===== Extracted data

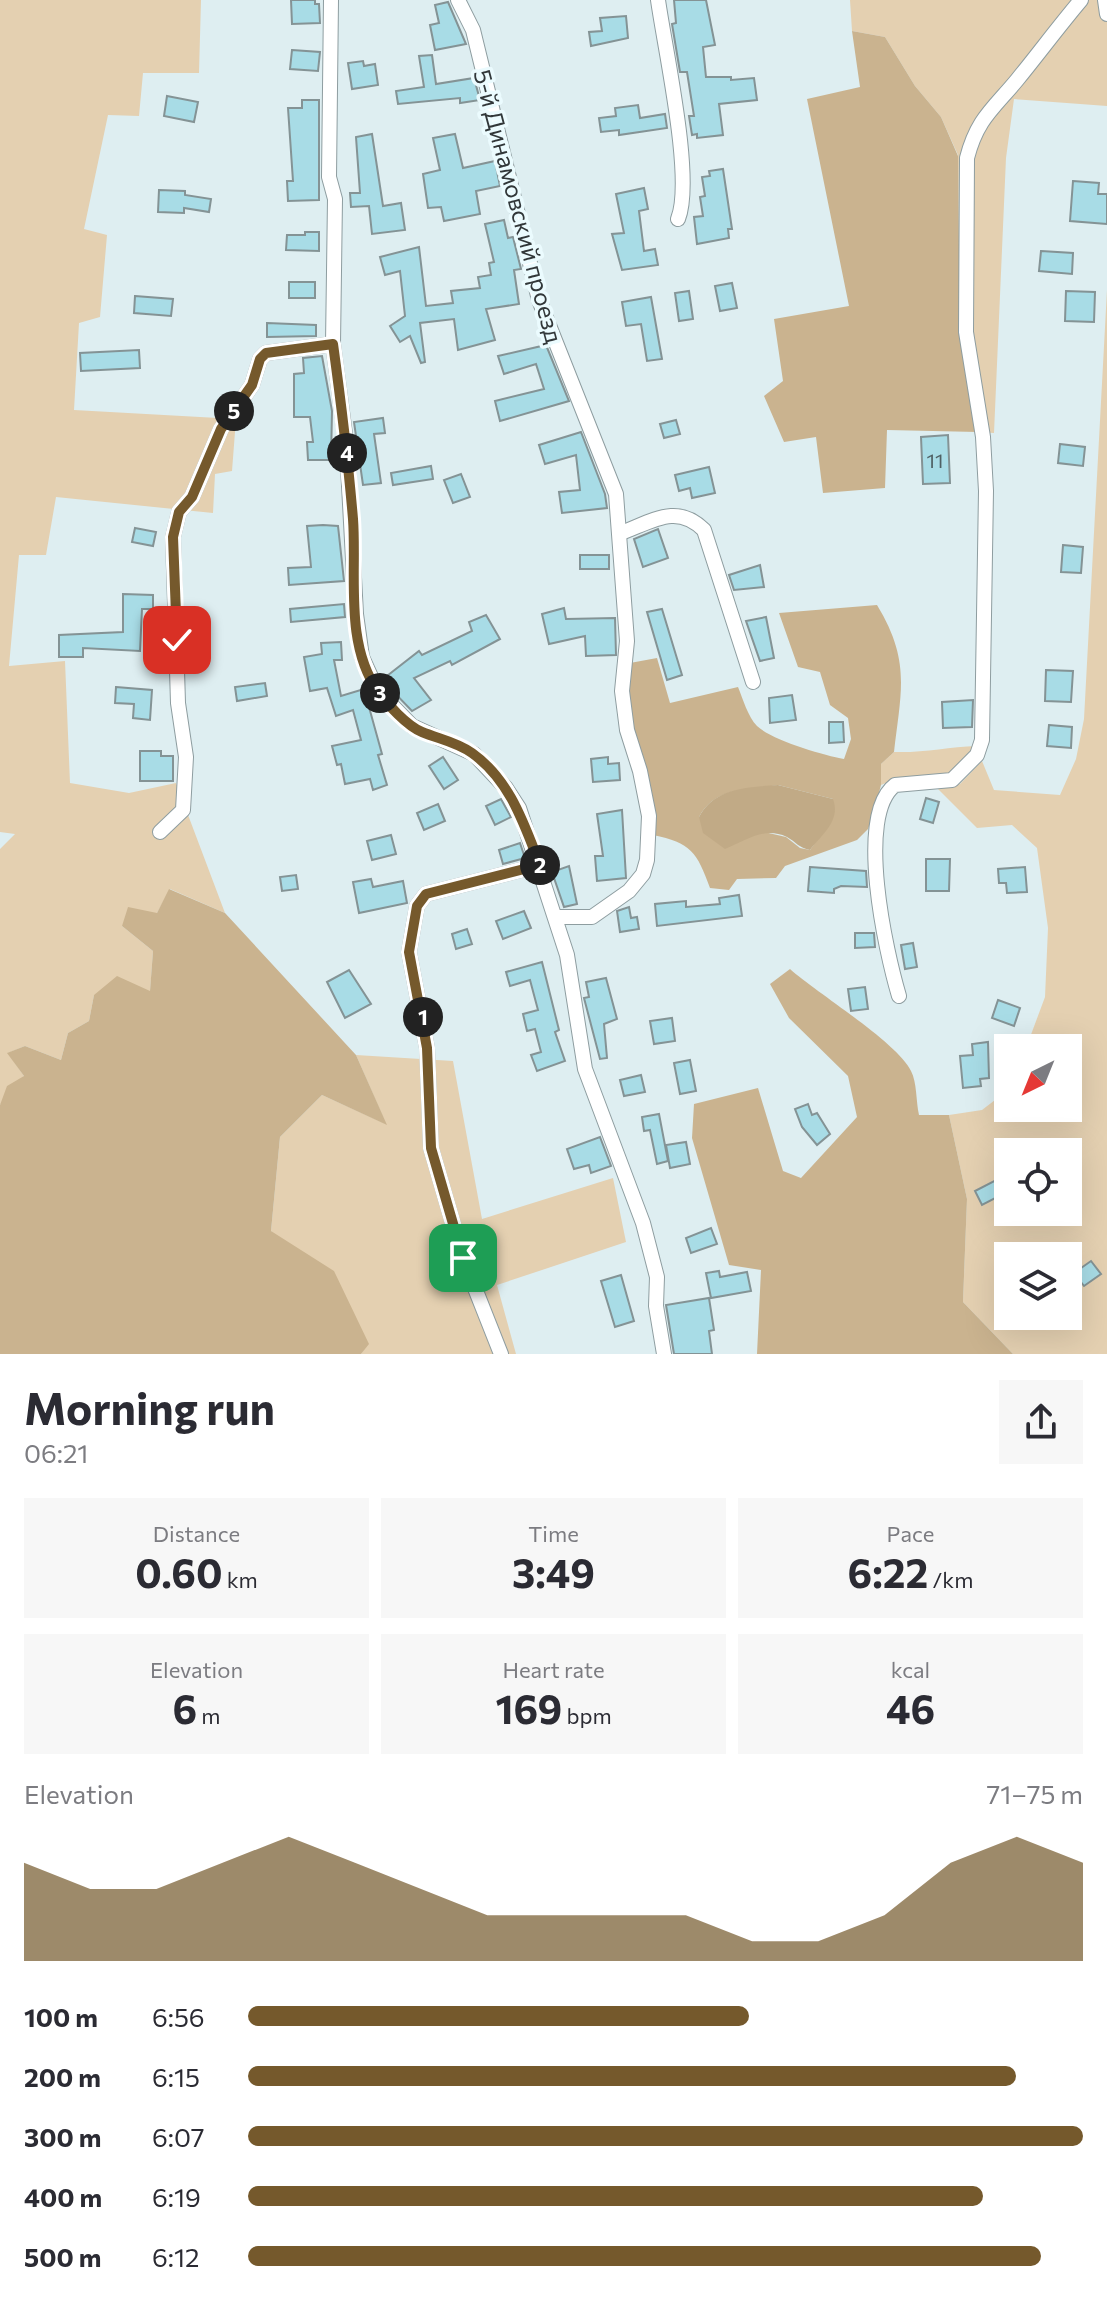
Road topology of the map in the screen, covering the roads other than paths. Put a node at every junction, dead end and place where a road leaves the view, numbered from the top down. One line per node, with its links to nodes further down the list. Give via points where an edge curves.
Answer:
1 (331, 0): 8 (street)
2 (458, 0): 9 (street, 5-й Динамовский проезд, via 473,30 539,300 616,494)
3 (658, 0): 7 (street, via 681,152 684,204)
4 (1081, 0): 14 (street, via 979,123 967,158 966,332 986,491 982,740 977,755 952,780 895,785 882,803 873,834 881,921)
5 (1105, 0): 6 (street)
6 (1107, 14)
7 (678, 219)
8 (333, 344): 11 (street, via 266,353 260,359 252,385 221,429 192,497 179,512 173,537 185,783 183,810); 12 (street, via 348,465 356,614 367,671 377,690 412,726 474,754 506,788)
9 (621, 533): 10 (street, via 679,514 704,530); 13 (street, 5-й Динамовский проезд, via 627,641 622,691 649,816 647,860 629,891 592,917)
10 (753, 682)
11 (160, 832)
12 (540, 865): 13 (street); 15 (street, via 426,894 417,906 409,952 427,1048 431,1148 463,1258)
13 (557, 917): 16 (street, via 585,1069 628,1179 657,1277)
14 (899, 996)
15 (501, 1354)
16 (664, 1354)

==========
===== Extracted data

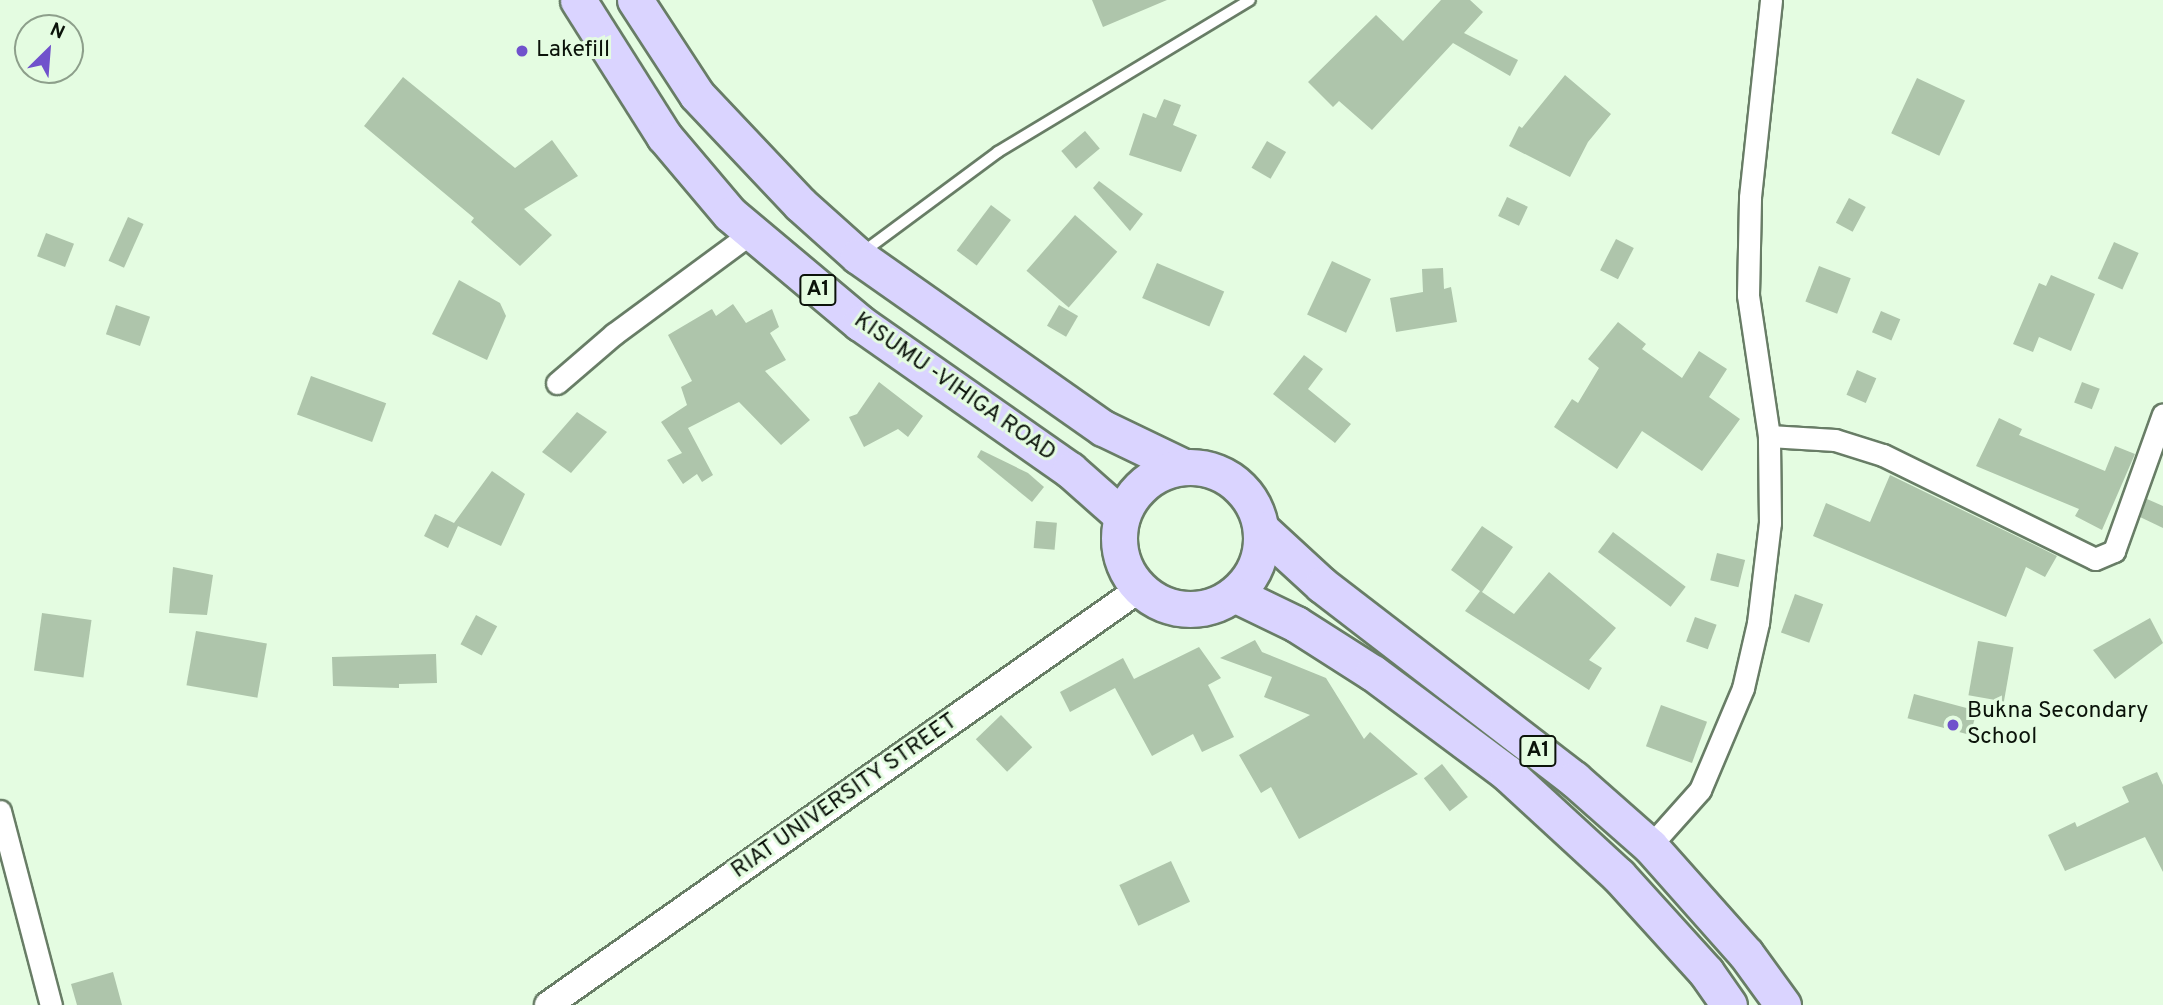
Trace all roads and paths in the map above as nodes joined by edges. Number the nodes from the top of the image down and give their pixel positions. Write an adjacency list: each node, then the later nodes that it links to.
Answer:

==========
===== Extracted data

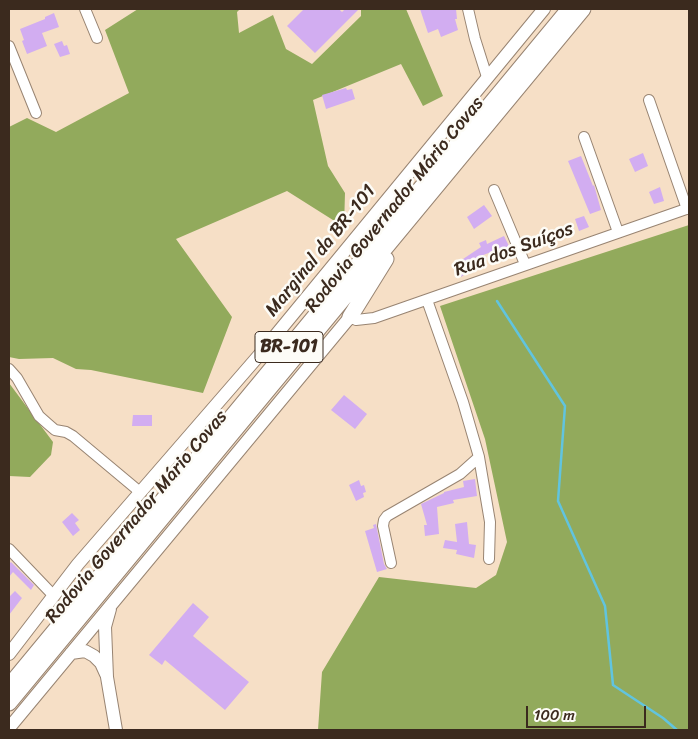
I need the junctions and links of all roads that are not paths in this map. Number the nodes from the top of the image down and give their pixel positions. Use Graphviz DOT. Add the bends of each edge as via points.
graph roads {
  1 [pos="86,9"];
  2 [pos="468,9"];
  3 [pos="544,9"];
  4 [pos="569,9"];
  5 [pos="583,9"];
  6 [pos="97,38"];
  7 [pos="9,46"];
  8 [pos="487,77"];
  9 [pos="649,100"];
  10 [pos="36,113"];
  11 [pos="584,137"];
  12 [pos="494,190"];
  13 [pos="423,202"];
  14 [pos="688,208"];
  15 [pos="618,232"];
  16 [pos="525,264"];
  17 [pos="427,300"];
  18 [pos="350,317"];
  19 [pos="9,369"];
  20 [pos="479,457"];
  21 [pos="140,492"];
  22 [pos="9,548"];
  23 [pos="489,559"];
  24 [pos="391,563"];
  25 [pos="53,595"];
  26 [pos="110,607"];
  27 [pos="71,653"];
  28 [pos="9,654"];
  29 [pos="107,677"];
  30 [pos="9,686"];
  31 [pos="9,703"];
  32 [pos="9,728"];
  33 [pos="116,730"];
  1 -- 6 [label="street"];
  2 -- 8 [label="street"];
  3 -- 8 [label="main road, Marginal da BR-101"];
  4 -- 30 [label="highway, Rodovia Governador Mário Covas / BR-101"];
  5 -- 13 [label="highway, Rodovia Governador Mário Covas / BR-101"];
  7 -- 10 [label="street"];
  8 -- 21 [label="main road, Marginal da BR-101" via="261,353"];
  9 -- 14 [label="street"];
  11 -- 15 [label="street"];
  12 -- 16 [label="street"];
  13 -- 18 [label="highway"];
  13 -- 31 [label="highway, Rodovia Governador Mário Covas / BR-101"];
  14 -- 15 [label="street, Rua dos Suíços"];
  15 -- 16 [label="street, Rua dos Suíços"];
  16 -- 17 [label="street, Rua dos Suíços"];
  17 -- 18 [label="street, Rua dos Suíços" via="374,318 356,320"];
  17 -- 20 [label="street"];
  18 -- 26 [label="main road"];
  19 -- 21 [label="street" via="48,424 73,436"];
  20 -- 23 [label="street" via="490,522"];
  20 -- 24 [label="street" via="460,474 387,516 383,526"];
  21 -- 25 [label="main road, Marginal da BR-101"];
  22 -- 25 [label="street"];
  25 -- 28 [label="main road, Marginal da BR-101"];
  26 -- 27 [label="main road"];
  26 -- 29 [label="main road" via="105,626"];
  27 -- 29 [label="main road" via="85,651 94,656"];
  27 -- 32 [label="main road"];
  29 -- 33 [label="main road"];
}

==========

Where a line in the entries holds the word "list", copy that line.

Response below:
Road topology of the map in the screen, covering the roads other than paths. Put a node at every junction, dead end and place where a road leaves the view, numbered from the top down. One line per node, with its links to nodes further down the list. Give via points where an edge curves.
Trace all roads and paths in the map above as nodes joined by edges. Number the nodes from the top of the image down and give their pixel positions. Write an adjacency list: each node, then the later nodes that it links to.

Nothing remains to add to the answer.